You are viewing a plain text version of this content. The canonical link for it is here.

Posted to user@cassandra.apache.org by Srinivasa T N <se...@gmail.com> on 2015/01/06 18:47:37 UTC

Queries required before data modeling?

Hi All,
   I was just googling around and reading the various articles on data
modeling in cassandra.  All of them talk about working backwards, i.e.,
first now what type of queries you are going to make and select a right
data model which can support those queries efficiently.  But one thing I
cannot understand: You can expect me that I can know some queries that I
will be making but how can I know what all queries will be made before
hand?  I have to remodel the whole stuff when I get a query which I had not
thought off?

Regards,
Seenu.

Re: Queries required before data modeling?

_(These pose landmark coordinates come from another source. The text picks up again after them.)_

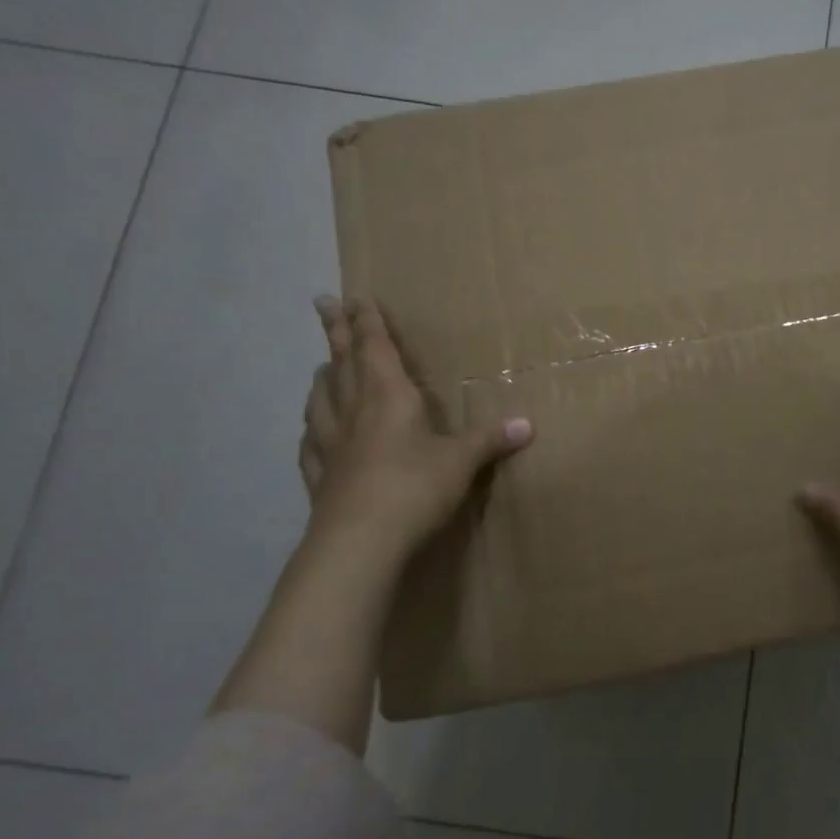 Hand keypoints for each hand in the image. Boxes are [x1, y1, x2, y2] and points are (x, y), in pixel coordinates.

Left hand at [300, 296, 532, 577]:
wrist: (361, 541)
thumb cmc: (415, 487)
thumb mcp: (461, 461)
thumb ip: (489, 440)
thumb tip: (528, 425)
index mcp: (388, 396)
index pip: (374, 347)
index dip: (367, 321)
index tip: (355, 296)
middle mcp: (353, 411)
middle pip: (341, 362)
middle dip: (336, 331)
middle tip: (322, 303)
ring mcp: (330, 444)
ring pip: (321, 398)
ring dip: (323, 376)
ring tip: (322, 366)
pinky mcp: (319, 476)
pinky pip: (312, 443)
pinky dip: (312, 429)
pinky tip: (311, 432) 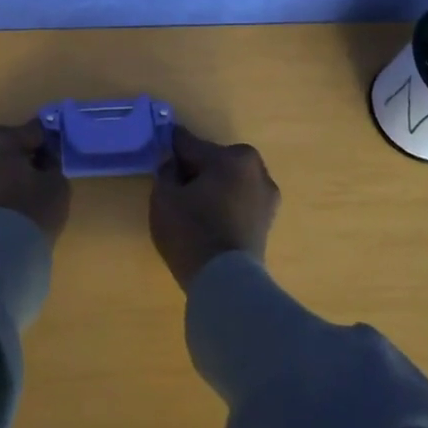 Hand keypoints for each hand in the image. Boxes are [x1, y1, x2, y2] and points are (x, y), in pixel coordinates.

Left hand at [0, 119, 71, 241]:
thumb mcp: (56, 182)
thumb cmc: (28, 212)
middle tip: (33, 174)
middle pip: (0, 142)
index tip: (53, 160)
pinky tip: (0, 203)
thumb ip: (50, 162)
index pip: (30, 132)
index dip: (45, 146)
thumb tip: (42, 159)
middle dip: (16, 153)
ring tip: (16, 191)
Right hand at [148, 125, 280, 291]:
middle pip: (214, 161)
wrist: (225, 282)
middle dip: (196, 170)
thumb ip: (166, 170)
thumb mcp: (164, 196)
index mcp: (232, 157)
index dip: (171, 149)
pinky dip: (225, 204)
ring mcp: (267, 195)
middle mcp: (256, 169)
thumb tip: (174, 164)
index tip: (159, 150)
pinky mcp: (268, 220)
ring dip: (213, 187)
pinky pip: (239, 201)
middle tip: (175, 187)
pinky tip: (208, 220)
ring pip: (229, 181)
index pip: (191, 145)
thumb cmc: (191, 231)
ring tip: (192, 207) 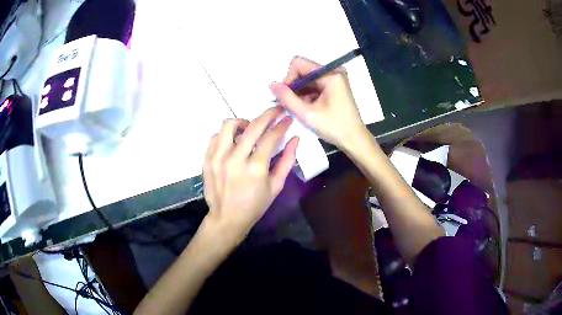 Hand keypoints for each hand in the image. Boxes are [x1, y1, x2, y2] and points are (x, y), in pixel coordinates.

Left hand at [202, 107, 298, 243]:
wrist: (227, 218)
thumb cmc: (255, 205)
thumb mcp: (276, 186)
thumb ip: (287, 161)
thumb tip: (295, 139)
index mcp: (256, 168)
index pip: (271, 137)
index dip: (282, 125)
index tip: (287, 118)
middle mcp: (235, 158)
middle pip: (253, 126)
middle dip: (268, 114)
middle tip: (275, 110)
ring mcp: (218, 158)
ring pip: (229, 125)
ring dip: (243, 122)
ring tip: (249, 127)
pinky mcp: (207, 159)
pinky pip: (215, 136)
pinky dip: (226, 134)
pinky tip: (233, 141)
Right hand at [269, 56, 367, 148]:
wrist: (354, 140)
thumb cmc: (334, 127)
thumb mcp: (307, 114)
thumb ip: (287, 98)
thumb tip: (272, 85)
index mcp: (330, 74)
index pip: (298, 64)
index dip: (288, 78)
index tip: (286, 96)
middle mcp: (333, 71)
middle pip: (303, 70)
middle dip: (293, 86)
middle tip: (290, 104)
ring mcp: (334, 78)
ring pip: (307, 78)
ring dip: (299, 91)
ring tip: (299, 108)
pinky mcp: (334, 85)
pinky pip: (314, 84)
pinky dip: (307, 94)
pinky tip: (306, 107) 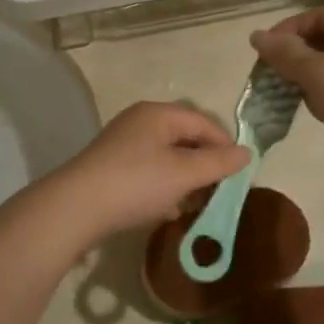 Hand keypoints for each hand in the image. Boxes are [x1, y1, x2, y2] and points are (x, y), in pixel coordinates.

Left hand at [45, 102, 249, 243]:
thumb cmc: (136, 183)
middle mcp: (140, 122)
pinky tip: (167, 209)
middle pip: (185, 138)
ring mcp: (123, 144)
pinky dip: (164, 187)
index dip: (225, 146)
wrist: (76, 207)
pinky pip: (149, 171)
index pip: (204, 122)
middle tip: (218, 192)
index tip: (238, 176)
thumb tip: (247, 152)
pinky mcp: (112, 167)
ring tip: (195, 204)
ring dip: (185, 179)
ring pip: (167, 157)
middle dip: (205, 165)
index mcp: (158, 114)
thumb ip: (218, 162)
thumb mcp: (184, 173)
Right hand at [251, 7, 323, 161]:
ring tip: (292, 90)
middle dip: (297, 53)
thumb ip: (284, 52)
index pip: (318, 14)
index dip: (288, 28)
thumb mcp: (315, 72)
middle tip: (274, 71)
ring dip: (309, 73)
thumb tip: (256, 35)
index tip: (266, 50)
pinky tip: (317, 107) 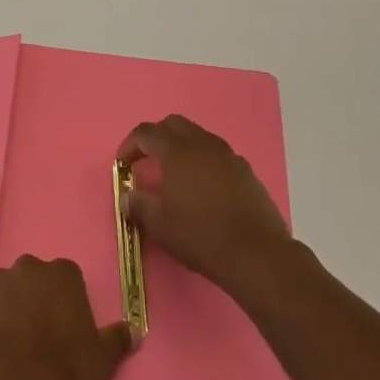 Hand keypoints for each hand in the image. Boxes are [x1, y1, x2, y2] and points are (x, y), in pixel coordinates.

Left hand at [0, 256, 134, 379]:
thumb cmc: (67, 369)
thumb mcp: (103, 357)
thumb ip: (118, 339)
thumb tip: (134, 331)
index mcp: (62, 273)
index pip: (66, 276)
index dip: (66, 299)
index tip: (66, 323)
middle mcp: (26, 268)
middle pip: (33, 277)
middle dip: (35, 296)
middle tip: (40, 331)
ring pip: (5, 289)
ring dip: (9, 306)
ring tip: (13, 341)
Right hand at [117, 114, 310, 302]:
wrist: (257, 255)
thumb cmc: (201, 236)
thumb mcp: (159, 225)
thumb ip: (139, 205)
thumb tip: (128, 197)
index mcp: (178, 152)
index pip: (146, 133)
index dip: (129, 145)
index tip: (122, 164)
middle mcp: (204, 145)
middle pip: (174, 124)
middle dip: (155, 137)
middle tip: (146, 160)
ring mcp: (229, 157)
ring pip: (199, 137)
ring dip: (181, 147)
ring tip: (174, 174)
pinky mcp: (247, 172)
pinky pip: (218, 155)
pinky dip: (203, 161)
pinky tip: (202, 188)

Posted by Srinivasa T N <se...@gmail.com>.

Thanks for the info guys.

Regards,
Seenu.

On Tue, Jan 6, 2015 at 11:31 PM, Ryan Svihla <rs...@foundev.pro> wrote:

> Yes, however in most cases this means just one new table, so you make a
> new table and copy the data over.  In many ways this is not unlike a schema
> change, or if you need to change your primary key on an existing table in
> traditional SQL databases.
>
> This design around partition key is true of all databases once you go
> distributed, and even when you start trying to scale out SQL databases you
> have to think about problem sets like this. Whether your sharding your data
> with Cassandra or doing it by hand in MySQL some key determines which data
> is on which server.
>
> If you really want to support dynamic queries you can use something like
> Spark Sql to front end your data or index all the table ids with something
> like Solr.  However, both of these approaches have performance implications
> (they fan out and scan lots of data) and if you need Cassandra's speed and
> scalability then you're going to need to model in a scalable way.
>
>
>
>
> On Tue, Jan 6, 2015 at 11:47 AM, Srinivasa T N <se...@gmail.com> wrote:
>
>> Hi All,
>>    I was just googling around and reading the various articles on data
>> modeling in cassandra.  All of them talk about working backwards, i.e.,
>> first now what type of queries you are going to make and select a right
>> data model which can support those queries efficiently.  But one thing I
>> cannot understand: You can expect me that I can know some queries that I
>> will be making but how can I know what all queries will be made before
>> hand?  I have to remodel the whole stuff when I get a query which I had not
>> thought off?
>>
>> Regards,
>> Seenu.
>>
>
>
>
> --
>
> Thanks,
> Ryan Svihla
>
>

Re: Queries required before data modeling?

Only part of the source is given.